Slaughter Cow Market Soars

Slaughter cow prices are driven by the price of 90 percent lean beef trimmings (90s), which posted a price of $317.36/cwt. the first week of March. This is a record high price for 90s in data back to 1978 and undoubtedly an all-time record weekly price. Dairy cow slaughter is down 15.0 percent and beef cow slaughter is down 11.4 percent year over year according to a recent report from Derrell Peel, Oklahoma State University Ag Economist.

On January 1, 2024, the dairy herd was 0.4 percent lower than the previous year. Furthermore, dairy heifer replacements were also 0.4 lower and the number of heifers expected to calve in 2024 was down more than 1 percent. The dairy cow herd has been trending lower since reaching a peak in 2021, as feed prices have risen and squeezed margins for milk producers. In 2023, average milk cow inventories steadily declined from 9.427 million cows in the first quarter to 9.360 million cows in the fourth quarter, largely driven by lower margins in the first half of the year and strong cull cow prices due to tight U.S. beef markets.

Improved margins in fourth-quarter 2023 are expected to be a stabilizing factor for the dairy cow herd in 2024. Slaughter rates of dairy cows fell in the second half of 2023, with the trend continuing into January 2024. Given the relatively tight availability of dairy replacement heifers, the lower slaughter rates suggest that the industry is likely to maintain close-to-current inventory levels for much of 2024. As a result, the projection for number of milk cows in 2024 is lower than 2023, but the quarterly projections have inventories during the fourth quarter at the same level they are projected to be during the first quarter.

Dr. Peel will be the first presenter at the 2024 I-29 Moo University Dairy Beef Short Course on Thursday March 21 during the Central Plains Dairy Expo in Sioux Falls, south Dakota.

Peel’s presentation will cover the current cattle supply and demand fundamentals and expectations for prices, production, and cattle inventories for 2024 and beyond. He will also include interactions between the beef and dairy sectors in the broader beef market.

Other presenters include:

Beef on Dairy Economics: Results of a Video Auction Analysis – Dr. Ken Odde, Kansas State University

Odde’s presentation will cover the results of a video auction analysis of dairy x beef calves. The objective was to determine the value of Holstein feeder steer lots compared with steer lots of other breed descriptions, the value of beef x dairy cross weaned steer calves compared with either Holstein weaned calves or weaned calves of other breed descriptions, and the value of beef x dairy cross weaned steers and heifers compared with weaned steers and heifers of other beef breed descriptions sold through video auctions.

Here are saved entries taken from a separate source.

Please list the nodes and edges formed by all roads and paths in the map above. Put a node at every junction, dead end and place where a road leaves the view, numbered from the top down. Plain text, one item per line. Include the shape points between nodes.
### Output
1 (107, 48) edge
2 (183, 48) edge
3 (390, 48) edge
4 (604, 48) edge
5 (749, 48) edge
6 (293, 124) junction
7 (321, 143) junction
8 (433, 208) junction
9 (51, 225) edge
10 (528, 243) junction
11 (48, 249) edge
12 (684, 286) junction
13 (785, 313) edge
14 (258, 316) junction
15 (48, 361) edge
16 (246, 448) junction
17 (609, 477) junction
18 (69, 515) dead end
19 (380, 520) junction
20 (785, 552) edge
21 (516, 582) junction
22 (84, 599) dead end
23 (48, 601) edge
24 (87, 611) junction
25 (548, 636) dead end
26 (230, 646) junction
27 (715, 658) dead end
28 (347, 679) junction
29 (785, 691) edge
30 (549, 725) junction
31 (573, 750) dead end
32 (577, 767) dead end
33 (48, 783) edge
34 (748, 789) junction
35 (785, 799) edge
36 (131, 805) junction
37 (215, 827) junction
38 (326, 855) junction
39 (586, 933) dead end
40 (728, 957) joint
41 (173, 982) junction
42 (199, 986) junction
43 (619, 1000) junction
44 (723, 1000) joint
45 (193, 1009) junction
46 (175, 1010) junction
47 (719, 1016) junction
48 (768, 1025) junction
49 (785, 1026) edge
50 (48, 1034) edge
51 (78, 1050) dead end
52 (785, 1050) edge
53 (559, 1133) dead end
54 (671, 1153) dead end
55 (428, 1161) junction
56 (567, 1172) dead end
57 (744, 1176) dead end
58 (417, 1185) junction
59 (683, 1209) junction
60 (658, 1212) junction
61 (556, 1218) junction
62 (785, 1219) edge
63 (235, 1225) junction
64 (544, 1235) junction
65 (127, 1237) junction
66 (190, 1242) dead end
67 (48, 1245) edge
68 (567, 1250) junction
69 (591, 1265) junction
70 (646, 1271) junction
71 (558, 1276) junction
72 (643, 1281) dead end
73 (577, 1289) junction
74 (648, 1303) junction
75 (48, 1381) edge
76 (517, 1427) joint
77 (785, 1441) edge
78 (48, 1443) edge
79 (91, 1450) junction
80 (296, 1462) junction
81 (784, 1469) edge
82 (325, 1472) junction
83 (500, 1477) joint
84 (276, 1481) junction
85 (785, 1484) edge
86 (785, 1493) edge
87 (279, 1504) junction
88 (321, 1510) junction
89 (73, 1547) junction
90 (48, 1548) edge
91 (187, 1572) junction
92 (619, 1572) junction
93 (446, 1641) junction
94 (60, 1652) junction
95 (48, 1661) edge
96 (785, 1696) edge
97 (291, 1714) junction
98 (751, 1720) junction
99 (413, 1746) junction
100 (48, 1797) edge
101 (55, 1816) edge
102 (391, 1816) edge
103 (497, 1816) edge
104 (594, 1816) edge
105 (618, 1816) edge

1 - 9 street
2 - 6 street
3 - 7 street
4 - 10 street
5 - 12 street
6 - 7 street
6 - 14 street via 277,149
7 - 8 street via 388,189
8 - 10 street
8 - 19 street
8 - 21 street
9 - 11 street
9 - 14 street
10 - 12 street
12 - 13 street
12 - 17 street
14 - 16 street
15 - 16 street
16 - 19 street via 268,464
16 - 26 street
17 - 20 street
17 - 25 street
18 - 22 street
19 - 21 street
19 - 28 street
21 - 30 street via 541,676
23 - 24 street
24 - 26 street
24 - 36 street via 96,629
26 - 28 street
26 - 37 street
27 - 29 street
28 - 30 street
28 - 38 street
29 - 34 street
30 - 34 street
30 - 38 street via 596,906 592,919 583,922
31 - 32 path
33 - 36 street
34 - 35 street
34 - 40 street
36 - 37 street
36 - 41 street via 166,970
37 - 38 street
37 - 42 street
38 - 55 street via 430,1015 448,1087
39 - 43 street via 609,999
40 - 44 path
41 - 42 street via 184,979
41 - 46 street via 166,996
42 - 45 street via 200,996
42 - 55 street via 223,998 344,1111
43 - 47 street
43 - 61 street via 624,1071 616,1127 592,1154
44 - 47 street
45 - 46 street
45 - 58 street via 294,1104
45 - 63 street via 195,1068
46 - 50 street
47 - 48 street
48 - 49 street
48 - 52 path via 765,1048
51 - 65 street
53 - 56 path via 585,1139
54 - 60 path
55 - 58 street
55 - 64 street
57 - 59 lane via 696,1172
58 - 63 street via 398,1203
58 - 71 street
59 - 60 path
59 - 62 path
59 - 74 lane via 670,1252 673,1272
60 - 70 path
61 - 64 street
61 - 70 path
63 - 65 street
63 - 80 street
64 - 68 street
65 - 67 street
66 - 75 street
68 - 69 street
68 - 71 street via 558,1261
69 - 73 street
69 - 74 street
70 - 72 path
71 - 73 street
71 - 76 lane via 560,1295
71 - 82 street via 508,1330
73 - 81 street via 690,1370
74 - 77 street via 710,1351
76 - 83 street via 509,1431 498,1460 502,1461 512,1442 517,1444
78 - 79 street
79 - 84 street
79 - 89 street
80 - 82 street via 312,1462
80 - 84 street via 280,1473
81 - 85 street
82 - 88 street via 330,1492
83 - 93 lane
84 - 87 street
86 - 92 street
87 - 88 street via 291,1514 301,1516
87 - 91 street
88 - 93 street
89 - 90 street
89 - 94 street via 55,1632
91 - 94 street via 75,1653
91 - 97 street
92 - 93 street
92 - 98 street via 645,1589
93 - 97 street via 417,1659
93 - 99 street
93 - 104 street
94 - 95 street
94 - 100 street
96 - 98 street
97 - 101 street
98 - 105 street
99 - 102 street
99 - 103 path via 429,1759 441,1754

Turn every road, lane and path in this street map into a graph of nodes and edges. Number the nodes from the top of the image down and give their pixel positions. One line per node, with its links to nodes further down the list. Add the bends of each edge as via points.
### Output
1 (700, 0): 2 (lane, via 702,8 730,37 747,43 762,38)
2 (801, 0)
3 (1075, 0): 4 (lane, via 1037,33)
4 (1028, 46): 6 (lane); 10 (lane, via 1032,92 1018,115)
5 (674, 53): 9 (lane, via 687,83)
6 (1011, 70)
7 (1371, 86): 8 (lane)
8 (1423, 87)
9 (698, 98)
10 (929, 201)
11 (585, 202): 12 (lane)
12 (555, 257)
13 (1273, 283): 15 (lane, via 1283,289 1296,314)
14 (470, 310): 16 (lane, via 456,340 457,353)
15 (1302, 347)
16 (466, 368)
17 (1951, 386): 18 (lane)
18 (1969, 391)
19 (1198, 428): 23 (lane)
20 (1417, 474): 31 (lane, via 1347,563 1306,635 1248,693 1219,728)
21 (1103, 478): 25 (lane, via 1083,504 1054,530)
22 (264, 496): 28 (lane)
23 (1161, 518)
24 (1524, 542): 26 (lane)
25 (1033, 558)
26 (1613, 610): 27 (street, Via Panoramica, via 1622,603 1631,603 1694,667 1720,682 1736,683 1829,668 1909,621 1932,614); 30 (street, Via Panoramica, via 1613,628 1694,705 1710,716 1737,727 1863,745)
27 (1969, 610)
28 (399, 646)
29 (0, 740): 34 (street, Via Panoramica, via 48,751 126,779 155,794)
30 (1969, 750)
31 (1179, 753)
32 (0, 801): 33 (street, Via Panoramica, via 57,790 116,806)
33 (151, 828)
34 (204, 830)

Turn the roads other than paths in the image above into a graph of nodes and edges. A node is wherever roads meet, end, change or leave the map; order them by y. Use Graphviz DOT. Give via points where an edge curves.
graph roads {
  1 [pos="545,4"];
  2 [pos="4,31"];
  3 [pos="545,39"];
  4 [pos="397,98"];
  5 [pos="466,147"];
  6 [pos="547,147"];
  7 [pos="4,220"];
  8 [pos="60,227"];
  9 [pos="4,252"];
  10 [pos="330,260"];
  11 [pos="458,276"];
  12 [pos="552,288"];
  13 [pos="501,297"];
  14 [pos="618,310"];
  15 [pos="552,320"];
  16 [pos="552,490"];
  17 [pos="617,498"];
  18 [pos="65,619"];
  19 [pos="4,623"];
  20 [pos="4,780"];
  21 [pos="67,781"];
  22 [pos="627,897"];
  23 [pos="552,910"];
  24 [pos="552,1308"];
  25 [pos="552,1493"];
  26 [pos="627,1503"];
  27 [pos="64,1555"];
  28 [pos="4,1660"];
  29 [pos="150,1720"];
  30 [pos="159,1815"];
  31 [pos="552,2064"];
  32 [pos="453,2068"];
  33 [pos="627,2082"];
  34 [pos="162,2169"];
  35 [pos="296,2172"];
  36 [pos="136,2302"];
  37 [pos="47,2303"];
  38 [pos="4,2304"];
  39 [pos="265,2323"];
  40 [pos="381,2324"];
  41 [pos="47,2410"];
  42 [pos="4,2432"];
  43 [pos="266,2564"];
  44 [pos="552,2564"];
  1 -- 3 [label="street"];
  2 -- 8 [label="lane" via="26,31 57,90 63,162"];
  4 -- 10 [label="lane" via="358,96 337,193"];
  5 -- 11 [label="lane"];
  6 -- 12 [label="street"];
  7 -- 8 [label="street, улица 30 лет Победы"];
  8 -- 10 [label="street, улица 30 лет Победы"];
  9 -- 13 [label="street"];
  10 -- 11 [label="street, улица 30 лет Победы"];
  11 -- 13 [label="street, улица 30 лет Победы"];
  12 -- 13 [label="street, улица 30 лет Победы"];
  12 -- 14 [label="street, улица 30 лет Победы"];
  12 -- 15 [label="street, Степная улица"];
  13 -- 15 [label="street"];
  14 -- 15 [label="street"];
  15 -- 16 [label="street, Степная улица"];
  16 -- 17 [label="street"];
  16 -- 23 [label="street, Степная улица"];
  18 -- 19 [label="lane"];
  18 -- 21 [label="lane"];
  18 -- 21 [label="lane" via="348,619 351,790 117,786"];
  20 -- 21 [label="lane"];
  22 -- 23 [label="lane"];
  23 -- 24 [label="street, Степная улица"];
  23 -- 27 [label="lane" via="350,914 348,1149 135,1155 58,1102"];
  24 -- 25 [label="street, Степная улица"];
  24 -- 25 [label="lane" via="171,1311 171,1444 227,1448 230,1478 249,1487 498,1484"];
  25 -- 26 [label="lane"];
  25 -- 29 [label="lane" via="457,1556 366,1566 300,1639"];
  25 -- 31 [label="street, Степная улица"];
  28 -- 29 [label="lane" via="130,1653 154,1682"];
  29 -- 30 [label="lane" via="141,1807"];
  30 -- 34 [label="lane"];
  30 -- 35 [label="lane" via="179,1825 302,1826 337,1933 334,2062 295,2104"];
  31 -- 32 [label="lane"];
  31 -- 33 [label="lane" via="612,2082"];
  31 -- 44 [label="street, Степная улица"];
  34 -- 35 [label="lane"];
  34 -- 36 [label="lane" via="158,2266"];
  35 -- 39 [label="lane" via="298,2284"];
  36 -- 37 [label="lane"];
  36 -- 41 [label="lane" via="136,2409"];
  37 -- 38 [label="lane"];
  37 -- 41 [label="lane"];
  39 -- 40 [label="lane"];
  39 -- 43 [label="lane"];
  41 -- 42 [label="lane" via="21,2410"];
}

Genetic Considerations for a More Valuable Calf – Dr. Bob Weaber, Kansas State University

Optimization of the value of calves produced in beef x dairy crossing systems requires careful consideration. Dairy cattle breeds bring differing strengths and levels of performance for economically important carcass and production traits and these differences should influence the genetic merit requirement of the selected beef service sires. Weaber will discuss how selection of beef service sires that complement these attributes, especially ribeye area, red meat yield and carcass weight, is critical for dairy producers and other downstream partners to realize the added value and sustainability of the matings.

How Do Dairy Based Cattle Fit into Value-Based Markets? – Dr. Lauren Kimble, Select Sires

Intertwining research findings and industry data, this presentation investigates how the increased volume of beef x dairy cattle in the market has molded trends and mindsets from the dairy producer to the packer, and everything in between. These insights can help dairy producers to participate more effectively in a dynamic and value-driven beef market.

There will also be a morning and afternoon Q & A session moderated by Dr. Madison Kovarna from South Dakota State University.